Portanto, a única maneira de respondermos a esse mal que prejudicou tantas
vidas é vivê-lo como uma tarefa que nos envolve e corresponde a todos como Povo
de Deus. Essa consciência de nos sentirmos parte de um povo e de uma história
comum nos permitirá reconhecer nossos pecados e erros do passado com uma
abertura penitencial capaz de se deixar renovar a partir de dentro. Tudo o que
for feito para erradicar a cultura do abuso em nossas comunidades, sem a
participação activa de todos os membros da Igreja, não será capaz de gerar as
dinâmicas necessárias para uma transformação saudável e realista. A dimensão
penitencial do jejum e da oração ajudar-nos-á, como Povo de Deus, a nos colocar
diante do Senhor e de nossos irmãos feridos, como pecadores que imploram o
perdão e a graça da vergonha e da conversão e, assim, podermos elaborar acções
que criem dinâmicas em sintonia com o Evangelho. Porque «sempre que procuramos
voltar à fonte e recuperar o frescor original do Evangelho, despontam novas estradas,
métodos criativos, outras formas de expressão, sinais mais eloquentes, palavras
cheias de renovado significado para o mundo actual» (Exort. ap. Evangelii gaudium, 11).

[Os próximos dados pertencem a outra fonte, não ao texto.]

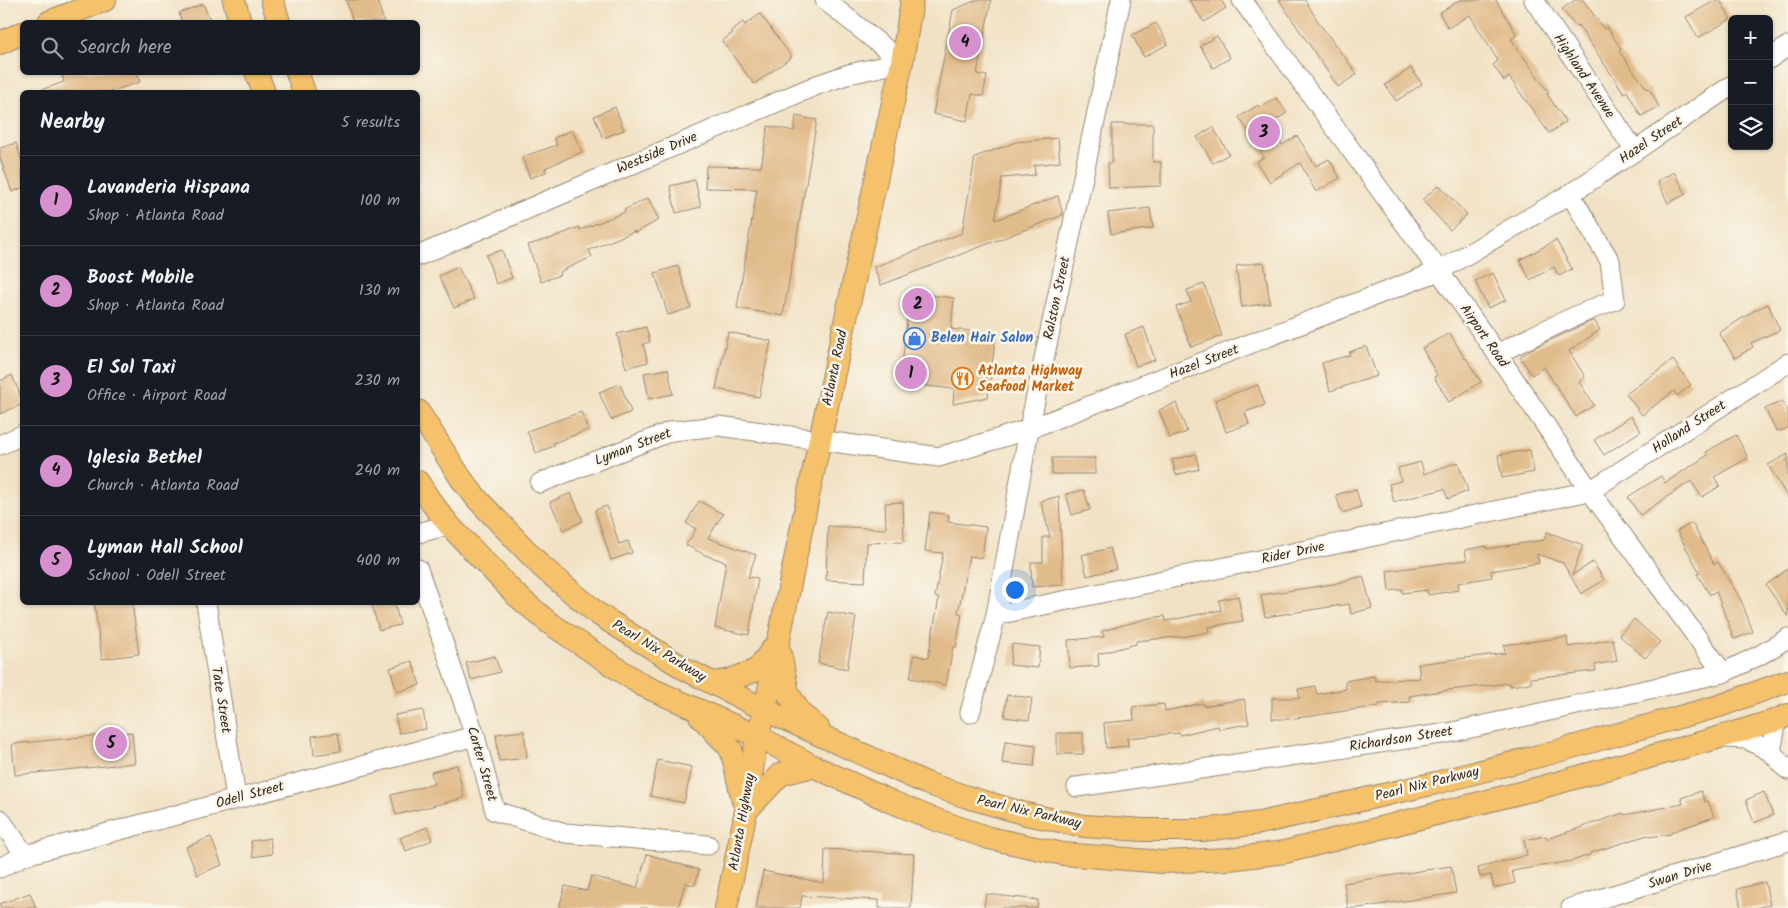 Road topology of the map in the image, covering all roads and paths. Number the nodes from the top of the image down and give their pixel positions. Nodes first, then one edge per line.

É imperativo que nós, como Igreja, possamos
reconhecer e condenar, com dor e vergonha, as atrocidades cometidas por pessoas
consagradas, clérigos, e inclusive por todos aqueles que tinham a missão de
assistir e cuidar dos mais vulneráveis. Peçamos perdão pelos pecados, nossos e
dos outros. A consciência do pecado nos ajuda a reconhecer os erros, delitos e
feridas geradas no passado e permite nos abrir e nos comprometer mais com o
presente num caminho de conversão renovada.

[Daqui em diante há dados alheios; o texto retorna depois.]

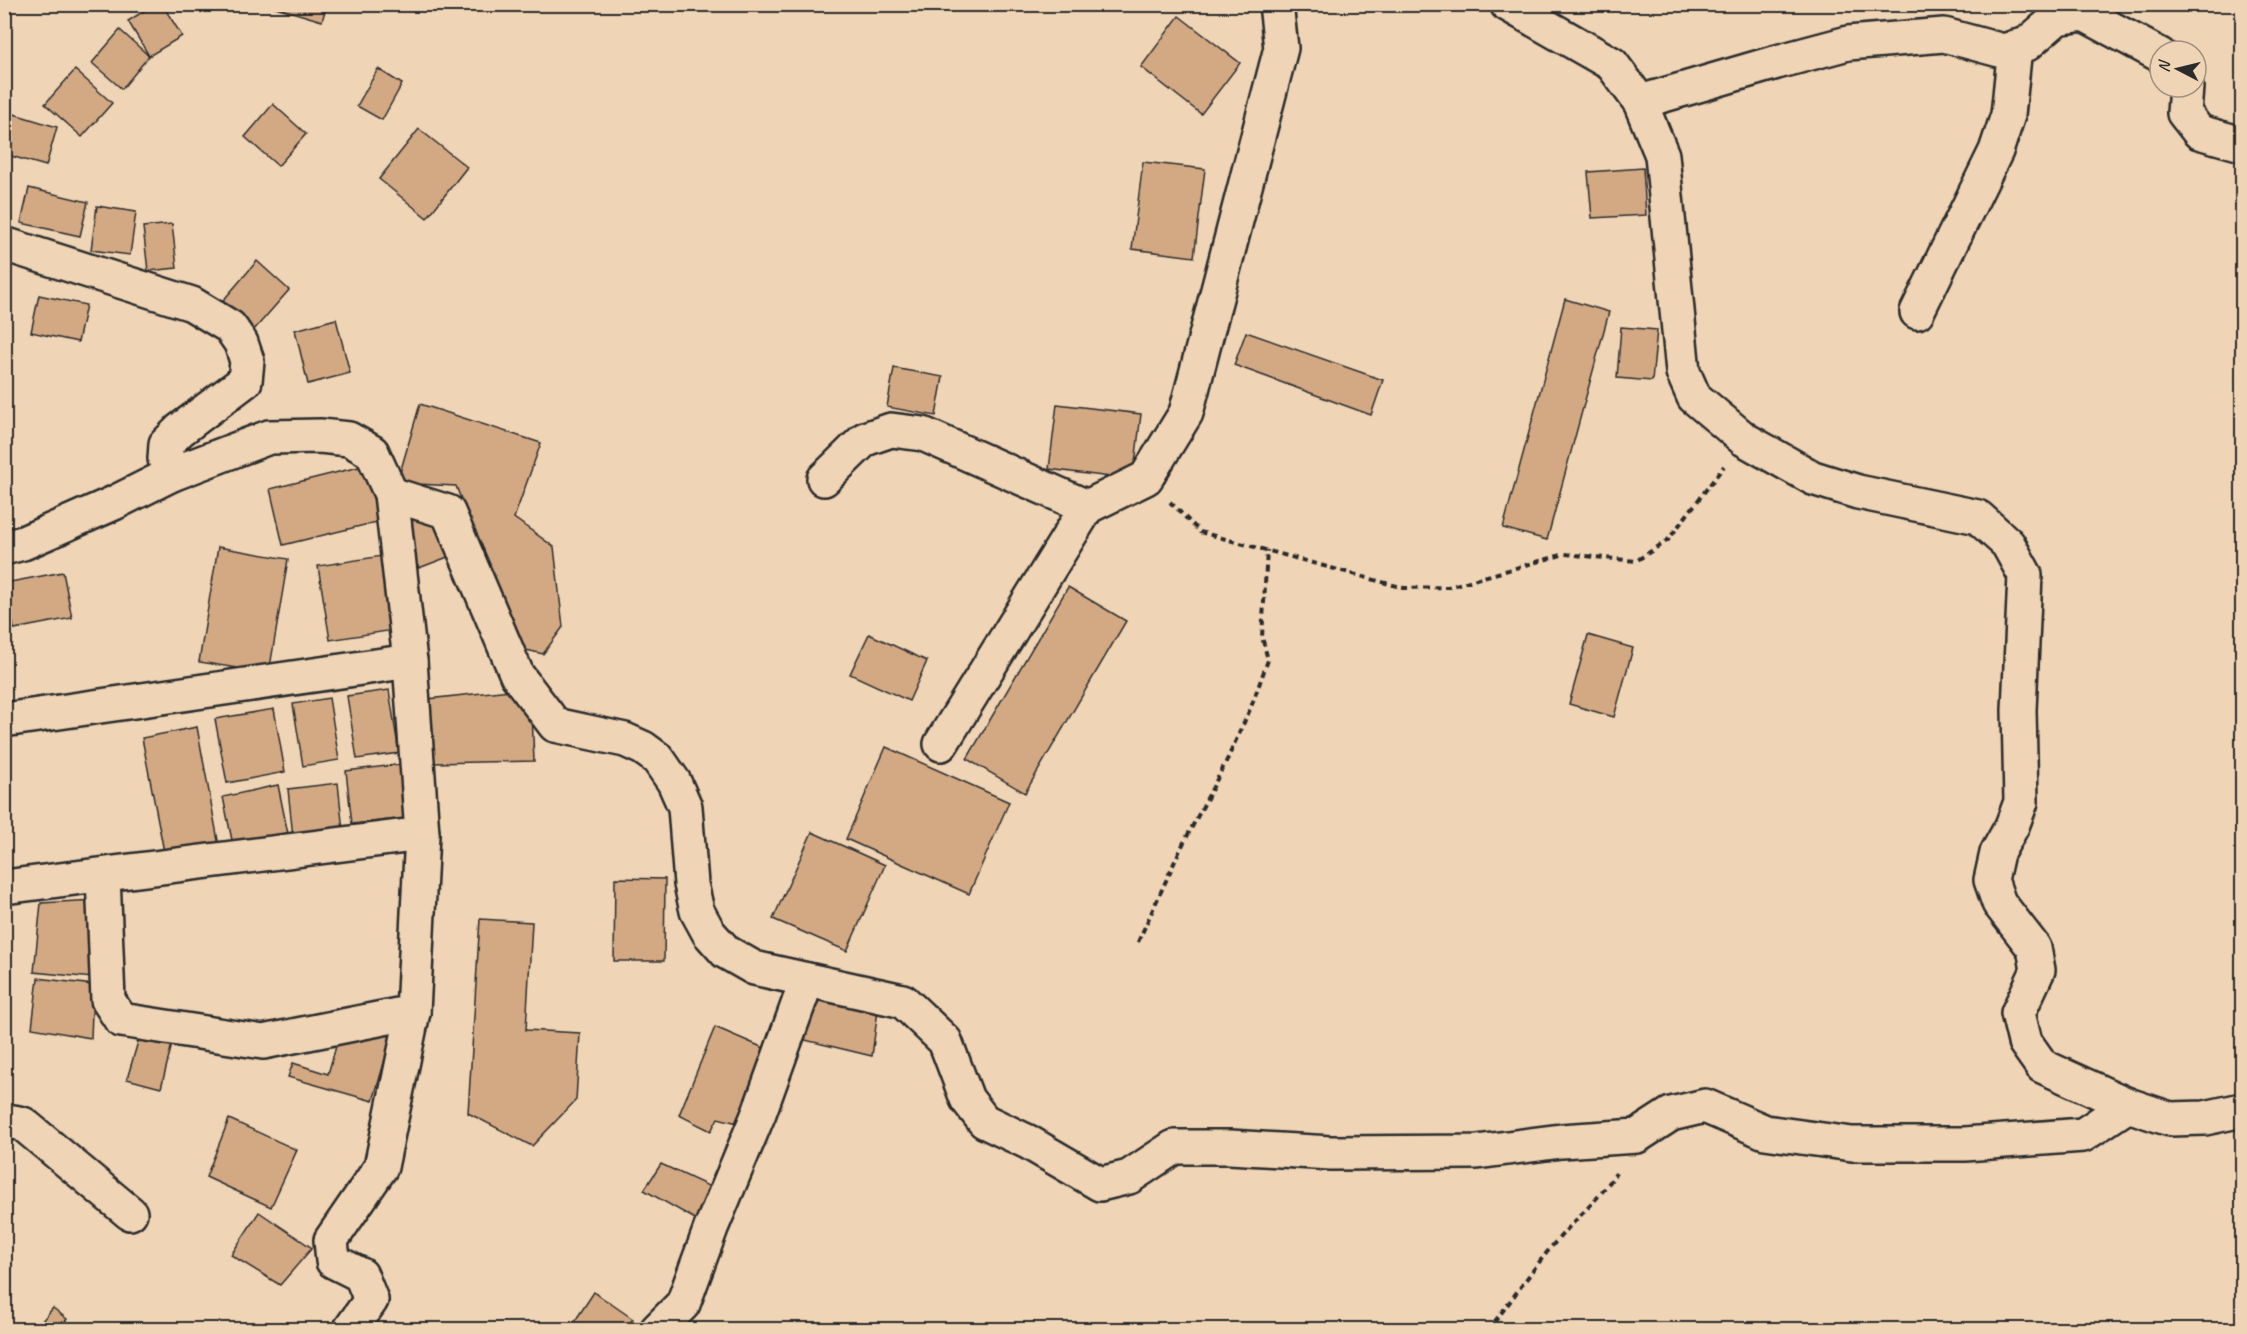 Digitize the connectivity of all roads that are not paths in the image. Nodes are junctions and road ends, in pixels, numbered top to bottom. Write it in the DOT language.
graph roads {
  1 [pos="1276,4"];
  2 [pos="1507,4"];
  3 [pos="2015,47"];
  4 [pos="2148,49"];
  5 [pos="2185,99"];
  6 [pos="1640,102"];
  7 [pos="2242,144"];
  8 [pos="4,244"];
  9 [pos="1917,312"];
  10 [pos="172,474"];
  11 [pos="824,479"];
  12 [pos="391,494"];
  13 [pos="1086,507"];
  14 [pos="4,548"];
  15 [pos="410,661"];
  16 [pos="4,720"];
  17 [pos="941,744"];
  18 [pos="422,834"];
  19 [pos="103,876"];
  20 [pos="4,887"];
  21 [pos="807,980"];
  22 [pos="412,1012"];
  23 [pos="2128,1105"];
  24 [pos="2242,1110"];
  25 [pos="4,1124"];
  26 [pos="130,1213"];
  27 [pos="350,1329"];
  28 [pos="657,1329"];
  1 -- 13 [label="street"];
  2 -- 6 [label="street"];
  3 -- 4 [label="street"];
  3 -- 6 [label="street"];
  3 -- 9 [label="street"];
  5 -- 7 [label="street"];
  6 -- 23 [label="street"];
  8 -- 10 [label="street"];
  10 -- 12 [label="street"];
  10 -- 14 [label="street"];
  11 -- 13 [label="street"];
  12 -- 15 [label="street"];
  12 -- 21 [label="street"];
  13 -- 17 [label="street"];
  15 -- 16 [label="street"];
  15 -- 18 [label="street"];
  18 -- 19 [label="street"];
  18 -- 22 [label="street"];
  19 -- 20 [label="street"];
  19 -- 22 [label="street"];
  21 -- 23 [label="street"];
  21 -- 28 [label="street"];
  22 -- 27 [label="street"];
  23 -- 24 [label="street"];
  25 -- 26 [label="street"];
}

Da mesma forma, a penitência e a oração nos
ajudarão a sensibilizar os nossos olhos e os nossos corações para o sofrimento
alheio e a superar o afã de domínio e controle que muitas vezes se torna a raiz
desses males. Que o jejum e a oração despertem os nossos ouvidos para a dor
silenciada em crianças, jovens e pessoas com necessidades especiais. Jejum que
nos dá fome e sede de justiça e nos encoraja a caminhar na verdade, dando apoio
a todas as medidas judiciais que sejam necessárias. Um jejum que nos sacuda e
nos leve ao compromisso com a verdade e na caridade com todos os homens de boa
vontade e com a sociedade em geral, para lutar contra qualquer tipo de abuso de
poder, sexual e de consciência.
Desta forma, poderemos tornar transparente a
vocação para a qual fomos chamados a ser «um sinal e instrumento da íntima
união com Deus e da unidade de todo o gênero humano» (Conc. Ecum. Vat.
II, Lumen gentium, 1).
«Um membro sofre? Todos os outros membros sofrem
com ele», disse-nos São Paulo. Através da atitude de oração e penitência,
poderemos entrar em sintonia pessoal e comunitária com essa exortação, para que
cresça em nós o dom da compaixão, justiça, prevenção e reparação. Maria soube
estar ao pé da cruz de seu Filho. Não o fez de uma maneira qualquer, mas
permaneceu firme de pé e ao seu lado. Com essa postura, Ela manifesta o seu
modo de estar na vida. Quando experimentamos a desolação que nos produz essas
chagas eclesiais, com Maria nos fará bem «insistir mais na oração» (cf. S.
Inácio de Loiola, Exercícios Espirituais, 319), procurando crescer
mais no amor e na fidelidade à Igreja. Ela, a primeira discípula, nos ensina a
todos os discípulos como somos convidados a enfrentar o sofrimento do inocente,
sem evasões ou pusilanimidade. Olhar para Maria é aprender a descobrir onde e
como o discípulo de Cristo deve estar.
Que o Espírito Santo nos dê a graça da conversão e
da unção interior para poder expressar, diante desses crimes de abuso, a nossa
compunção e a nossa decisão de lutar com coragem.
Francisco
Cidade do Vaticano, 20 de Agosto de
2018.
[1] «Esta espécie de demónios não se expulsa senão à força de oração e
de jejum» Mt 17, 21.
[2] Cf. Carta do Santo Padre Francisco ao Povo de Deus que peregrina
no Chile, 31 de Maio de 2018.
[3] Carta do Papa Francisco ao Cardeal Marc Ouellet, Presidente
da Pontifícia Comissão para a América Latina, 19 de Março de 2018.